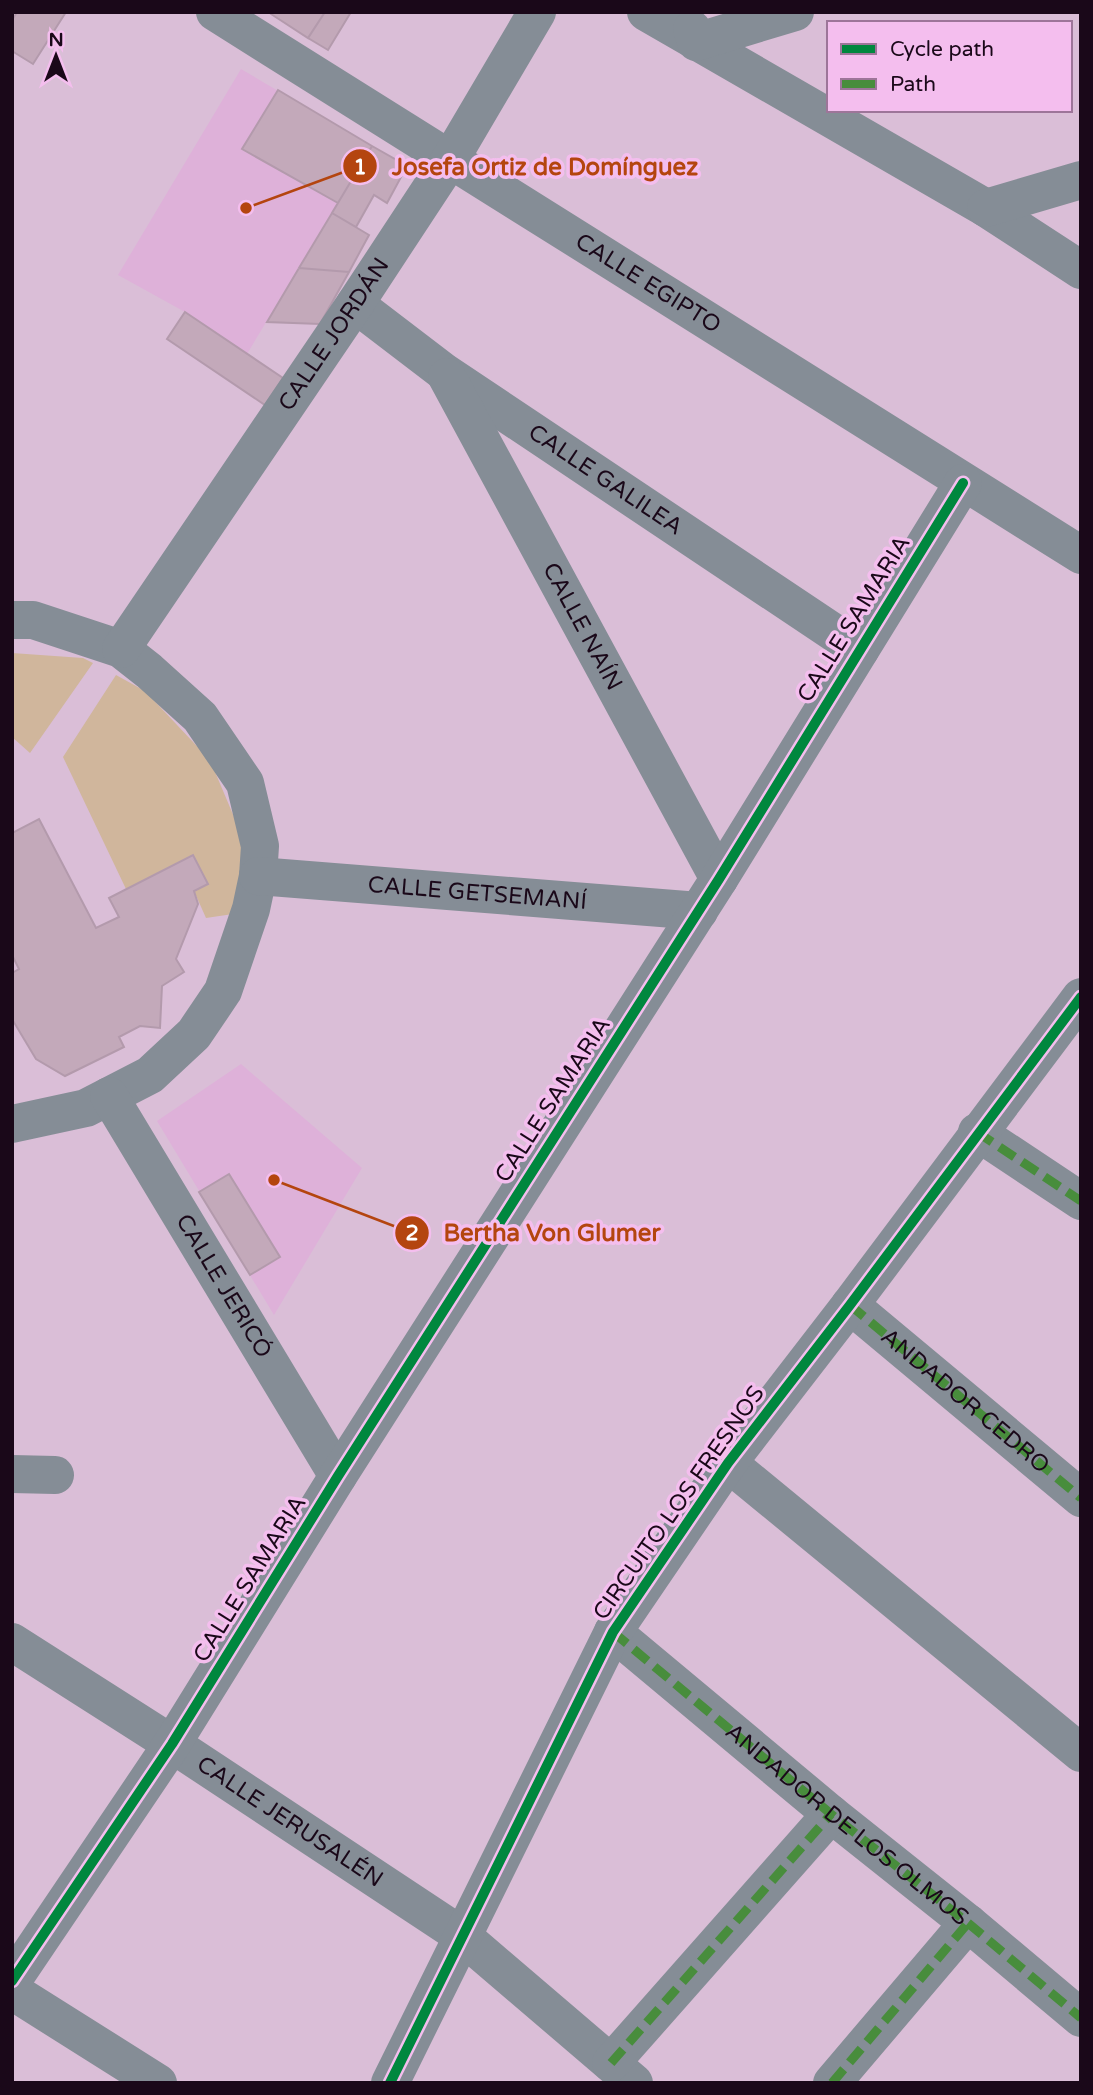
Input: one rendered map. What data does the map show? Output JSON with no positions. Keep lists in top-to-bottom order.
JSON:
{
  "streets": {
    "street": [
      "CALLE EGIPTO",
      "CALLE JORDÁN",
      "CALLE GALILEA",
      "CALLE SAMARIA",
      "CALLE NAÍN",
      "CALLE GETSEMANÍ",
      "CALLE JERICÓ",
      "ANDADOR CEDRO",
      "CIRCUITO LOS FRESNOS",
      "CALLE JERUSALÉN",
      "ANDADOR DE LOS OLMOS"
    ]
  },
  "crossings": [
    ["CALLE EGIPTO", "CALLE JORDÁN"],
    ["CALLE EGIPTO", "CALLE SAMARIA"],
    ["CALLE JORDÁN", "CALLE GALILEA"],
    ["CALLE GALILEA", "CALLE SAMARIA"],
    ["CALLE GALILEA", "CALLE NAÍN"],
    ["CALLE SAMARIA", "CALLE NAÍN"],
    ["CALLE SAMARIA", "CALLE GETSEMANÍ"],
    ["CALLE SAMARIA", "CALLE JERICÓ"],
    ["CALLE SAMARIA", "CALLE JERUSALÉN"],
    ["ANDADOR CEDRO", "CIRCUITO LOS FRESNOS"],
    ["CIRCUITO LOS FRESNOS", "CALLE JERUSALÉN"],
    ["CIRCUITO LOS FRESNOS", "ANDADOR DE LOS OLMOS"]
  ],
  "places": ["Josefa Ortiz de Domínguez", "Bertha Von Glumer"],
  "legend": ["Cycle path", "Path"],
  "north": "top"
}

━━━━━━━━━━━━━━━━━━━━

• What needs to be done
Return every entry word for word, leaving the pictures out.

• Answer to the exercise
Input: one rendered map. What data does the map show? Output JSON with no positions. Keep lists in top-to-bottom order.
JSON:
{
  "streets": {
    "street": [
      "CALLE EGIPTO",
      "CALLE JORDÁN",
      "CALLE GALILEA",
      "CALLE SAMARIA",
      "CALLE NAÍN",
      "CALLE GETSEMANÍ",
      "CALLE JERICÓ",
      "ANDADOR CEDRO",
      "CIRCUITO LOS FRESNOS",
      "CALLE JERUSALÉN",
      "ANDADOR DE LOS OLMOS"
    ]
  },
  "crossings": [
    ["CALLE EGIPTO", "CALLE JORDÁN"],
    ["CALLE EGIPTO", "CALLE SAMARIA"],
    ["CALLE JORDÁN", "CALLE GALILEA"],
    ["CALLE GALILEA", "CALLE SAMARIA"],
    ["CALLE GALILEA", "CALLE NAÍN"],
    ["CALLE SAMARIA", "CALLE NAÍN"],
    ["CALLE SAMARIA", "CALLE GETSEMANÍ"],
    ["CALLE SAMARIA", "CALLE JERICÓ"],
    ["CALLE SAMARIA", "CALLE JERUSALÉN"],
    ["ANDADOR CEDRO", "CIRCUITO LOS FRESNOS"],
    ["CIRCUITO LOS FRESNOS", "CALLE JERUSALÉN"],
    ["CIRCUITO LOS FRESNOS", "ANDADOR DE LOS OLMOS"]
  ],
  "places": ["Josefa Ortiz de Domínguez", "Bertha Von Glumer"],
  "legend": ["Cycle path", "Path"],
  "north": "top"
}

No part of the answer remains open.